(PROVIDED ENTRIES Opens)

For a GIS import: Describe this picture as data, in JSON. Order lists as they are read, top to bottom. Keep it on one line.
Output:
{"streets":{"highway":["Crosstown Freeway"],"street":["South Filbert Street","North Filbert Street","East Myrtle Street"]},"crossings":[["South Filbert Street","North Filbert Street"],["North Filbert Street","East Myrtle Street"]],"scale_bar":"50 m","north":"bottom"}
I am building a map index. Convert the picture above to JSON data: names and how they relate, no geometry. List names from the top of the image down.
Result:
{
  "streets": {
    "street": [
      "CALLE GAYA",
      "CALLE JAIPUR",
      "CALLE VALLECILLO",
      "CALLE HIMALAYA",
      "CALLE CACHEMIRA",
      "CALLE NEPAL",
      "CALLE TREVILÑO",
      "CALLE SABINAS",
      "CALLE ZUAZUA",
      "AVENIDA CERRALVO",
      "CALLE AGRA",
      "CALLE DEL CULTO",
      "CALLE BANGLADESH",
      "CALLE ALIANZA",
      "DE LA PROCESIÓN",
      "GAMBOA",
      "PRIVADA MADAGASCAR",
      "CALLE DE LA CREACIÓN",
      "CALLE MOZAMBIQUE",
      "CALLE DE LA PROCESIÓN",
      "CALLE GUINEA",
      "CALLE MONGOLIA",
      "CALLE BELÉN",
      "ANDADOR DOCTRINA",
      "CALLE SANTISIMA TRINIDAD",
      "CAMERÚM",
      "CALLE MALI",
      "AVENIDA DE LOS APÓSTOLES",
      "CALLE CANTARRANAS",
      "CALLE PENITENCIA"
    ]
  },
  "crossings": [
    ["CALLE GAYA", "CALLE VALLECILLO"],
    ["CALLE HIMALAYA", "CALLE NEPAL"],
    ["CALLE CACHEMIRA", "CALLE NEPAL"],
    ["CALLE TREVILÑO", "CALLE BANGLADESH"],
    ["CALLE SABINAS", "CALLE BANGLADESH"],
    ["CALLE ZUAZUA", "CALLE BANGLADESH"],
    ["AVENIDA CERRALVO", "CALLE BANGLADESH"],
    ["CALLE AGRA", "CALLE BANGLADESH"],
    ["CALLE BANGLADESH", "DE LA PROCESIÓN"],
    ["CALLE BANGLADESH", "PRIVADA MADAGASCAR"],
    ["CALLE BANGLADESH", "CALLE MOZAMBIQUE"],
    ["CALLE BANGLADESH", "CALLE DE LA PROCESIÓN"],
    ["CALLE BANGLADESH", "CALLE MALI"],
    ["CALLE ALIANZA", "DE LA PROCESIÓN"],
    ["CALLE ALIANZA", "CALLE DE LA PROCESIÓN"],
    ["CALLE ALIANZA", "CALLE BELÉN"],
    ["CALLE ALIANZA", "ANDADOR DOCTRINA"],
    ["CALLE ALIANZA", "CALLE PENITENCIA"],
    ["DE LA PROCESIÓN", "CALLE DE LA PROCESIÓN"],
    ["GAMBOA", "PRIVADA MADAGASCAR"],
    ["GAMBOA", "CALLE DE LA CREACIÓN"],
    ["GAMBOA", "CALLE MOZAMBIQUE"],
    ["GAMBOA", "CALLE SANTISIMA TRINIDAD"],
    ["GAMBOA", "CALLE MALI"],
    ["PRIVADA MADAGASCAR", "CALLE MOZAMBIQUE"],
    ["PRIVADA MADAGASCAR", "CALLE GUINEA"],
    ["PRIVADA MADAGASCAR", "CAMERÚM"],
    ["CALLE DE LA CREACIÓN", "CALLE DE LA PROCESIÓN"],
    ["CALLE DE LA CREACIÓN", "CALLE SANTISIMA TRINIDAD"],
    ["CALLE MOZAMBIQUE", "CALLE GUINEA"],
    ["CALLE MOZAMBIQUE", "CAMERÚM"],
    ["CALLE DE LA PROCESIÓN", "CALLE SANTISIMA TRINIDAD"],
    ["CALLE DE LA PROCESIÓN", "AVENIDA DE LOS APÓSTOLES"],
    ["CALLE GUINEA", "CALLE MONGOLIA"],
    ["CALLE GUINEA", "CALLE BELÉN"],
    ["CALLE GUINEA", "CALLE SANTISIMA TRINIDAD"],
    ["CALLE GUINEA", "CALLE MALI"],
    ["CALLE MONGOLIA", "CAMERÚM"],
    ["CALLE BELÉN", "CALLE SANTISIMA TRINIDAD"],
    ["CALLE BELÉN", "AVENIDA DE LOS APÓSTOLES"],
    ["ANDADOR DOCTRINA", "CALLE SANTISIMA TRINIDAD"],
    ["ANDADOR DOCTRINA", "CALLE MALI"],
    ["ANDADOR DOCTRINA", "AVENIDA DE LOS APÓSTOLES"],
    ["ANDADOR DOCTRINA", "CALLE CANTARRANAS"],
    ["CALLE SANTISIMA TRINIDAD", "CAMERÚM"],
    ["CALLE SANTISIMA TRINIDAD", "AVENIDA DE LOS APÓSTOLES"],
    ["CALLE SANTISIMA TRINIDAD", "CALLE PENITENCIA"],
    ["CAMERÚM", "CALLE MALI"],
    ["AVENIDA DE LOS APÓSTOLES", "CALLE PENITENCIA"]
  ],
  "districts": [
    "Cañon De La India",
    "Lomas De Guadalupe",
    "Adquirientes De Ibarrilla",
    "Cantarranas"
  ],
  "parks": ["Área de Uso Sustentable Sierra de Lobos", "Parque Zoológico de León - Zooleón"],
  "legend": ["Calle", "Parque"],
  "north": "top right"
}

(PROVIDED ENTRIES Closes)

→ WORK ITEM
This exercise calls for every record above to be written out again exactly.

→ FINAL ANSWER
For a GIS import: Describe this picture as data, in JSON. Order lists as they are read, top to bottom. Keep it on one line.
Output:
{"streets":{"highway":["Crosstown Freeway"],"street":["South Filbert Street","North Filbert Street","East Myrtle Street"]},"crossings":[["South Filbert Street","North Filbert Street"],["North Filbert Street","East Myrtle Street"]],"scale_bar":"50 m","north":"bottom"}
I am building a map index. Convert the picture above to JSON data: names and how they relate, no geometry. List names from the top of the image down.
Result:
{
  "streets": {
    "street": [
      "CALLE GAYA",
      "CALLE JAIPUR",
      "CALLE VALLECILLO",
      "CALLE HIMALAYA",
      "CALLE CACHEMIRA",
      "CALLE NEPAL",
      "CALLE TREVILÑO",
      "CALLE SABINAS",
      "CALLE ZUAZUA",
      "AVENIDA CERRALVO",
      "CALLE AGRA",
      "CALLE DEL CULTO",
      "CALLE BANGLADESH",
      "CALLE ALIANZA",
      "DE LA PROCESIÓN",
      "GAMBOA",
      "PRIVADA MADAGASCAR",
      "CALLE DE LA CREACIÓN",
      "CALLE MOZAMBIQUE",
      "CALLE DE LA PROCESIÓN",
      "CALLE GUINEA",
      "CALLE MONGOLIA",
      "CALLE BELÉN",
      "ANDADOR DOCTRINA",
      "CALLE SANTISIMA TRINIDAD",
      "CAMERÚM",
      "CALLE MALI",
      "AVENIDA DE LOS APÓSTOLES",
      "CALLE CANTARRANAS",
      "CALLE PENITENCIA"
    ]
  },
  "crossings": [
    ["CALLE GAYA", "CALLE VALLECILLO"],
    ["CALLE HIMALAYA", "CALLE NEPAL"],
    ["CALLE CACHEMIRA", "CALLE NEPAL"],
    ["CALLE TREVILÑO", "CALLE BANGLADESH"],
    ["CALLE SABINAS", "CALLE BANGLADESH"],
    ["CALLE ZUAZUA", "CALLE BANGLADESH"],
    ["AVENIDA CERRALVO", "CALLE BANGLADESH"],
    ["CALLE AGRA", "CALLE BANGLADESH"],
    ["CALLE BANGLADESH", "DE LA PROCESIÓN"],
    ["CALLE BANGLADESH", "PRIVADA MADAGASCAR"],
    ["CALLE BANGLADESH", "CALLE MOZAMBIQUE"],
    ["CALLE BANGLADESH", "CALLE DE LA PROCESIÓN"],
    ["CALLE BANGLADESH", "CALLE MALI"],
    ["CALLE ALIANZA", "DE LA PROCESIÓN"],
    ["CALLE ALIANZA", "CALLE DE LA PROCESIÓN"],
    ["CALLE ALIANZA", "CALLE BELÉN"],
    ["CALLE ALIANZA", "ANDADOR DOCTRINA"],
    ["CALLE ALIANZA", "CALLE PENITENCIA"],
    ["DE LA PROCESIÓN", "CALLE DE LA PROCESIÓN"],
    ["GAMBOA", "PRIVADA MADAGASCAR"],
    ["GAMBOA", "CALLE DE LA CREACIÓN"],
    ["GAMBOA", "CALLE MOZAMBIQUE"],
    ["GAMBOA", "CALLE SANTISIMA TRINIDAD"],
    ["GAMBOA", "CALLE MALI"],
    ["PRIVADA MADAGASCAR", "CALLE MOZAMBIQUE"],
    ["PRIVADA MADAGASCAR", "CALLE GUINEA"],
    ["PRIVADA MADAGASCAR", "CAMERÚM"],
    ["CALLE DE LA CREACIÓN", "CALLE DE LA PROCESIÓN"],
    ["CALLE DE LA CREACIÓN", "CALLE SANTISIMA TRINIDAD"],
    ["CALLE MOZAMBIQUE", "CALLE GUINEA"],
    ["CALLE MOZAMBIQUE", "CAMERÚM"],
    ["CALLE DE LA PROCESIÓN", "CALLE SANTISIMA TRINIDAD"],
    ["CALLE DE LA PROCESIÓN", "AVENIDA DE LOS APÓSTOLES"],
    ["CALLE GUINEA", "CALLE MONGOLIA"],
    ["CALLE GUINEA", "CALLE BELÉN"],
    ["CALLE GUINEA", "CALLE SANTISIMA TRINIDAD"],
    ["CALLE GUINEA", "CALLE MALI"],
    ["CALLE MONGOLIA", "CAMERÚM"],
    ["CALLE BELÉN", "CALLE SANTISIMA TRINIDAD"],
    ["CALLE BELÉN", "AVENIDA DE LOS APÓSTOLES"],
    ["ANDADOR DOCTRINA", "CALLE SANTISIMA TRINIDAD"],
    ["ANDADOR DOCTRINA", "CALLE MALI"],
    ["ANDADOR DOCTRINA", "AVENIDA DE LOS APÓSTOLES"],
    ["ANDADOR DOCTRINA", "CALLE CANTARRANAS"],
    ["CALLE SANTISIMA TRINIDAD", "CAMERÚM"],
    ["CALLE SANTISIMA TRINIDAD", "AVENIDA DE LOS APÓSTOLES"],
    ["CALLE SANTISIMA TRINIDAD", "CALLE PENITENCIA"],
    ["CAMERÚM", "CALLE MALI"],
    ["AVENIDA DE LOS APÓSTOLES", "CALLE PENITENCIA"]
  ],
  "districts": [
    "Cañon De La India",
    "Lomas De Guadalupe",
    "Adquirientes De Ibarrilla",
    "Cantarranas"
  ],
  "parks": ["Área de Uso Sustentable Sierra de Lobos", "Parque Zoológico de León - Zooleón"],
  "legend": ["Calle", "Parque"],
  "north": "top right"
}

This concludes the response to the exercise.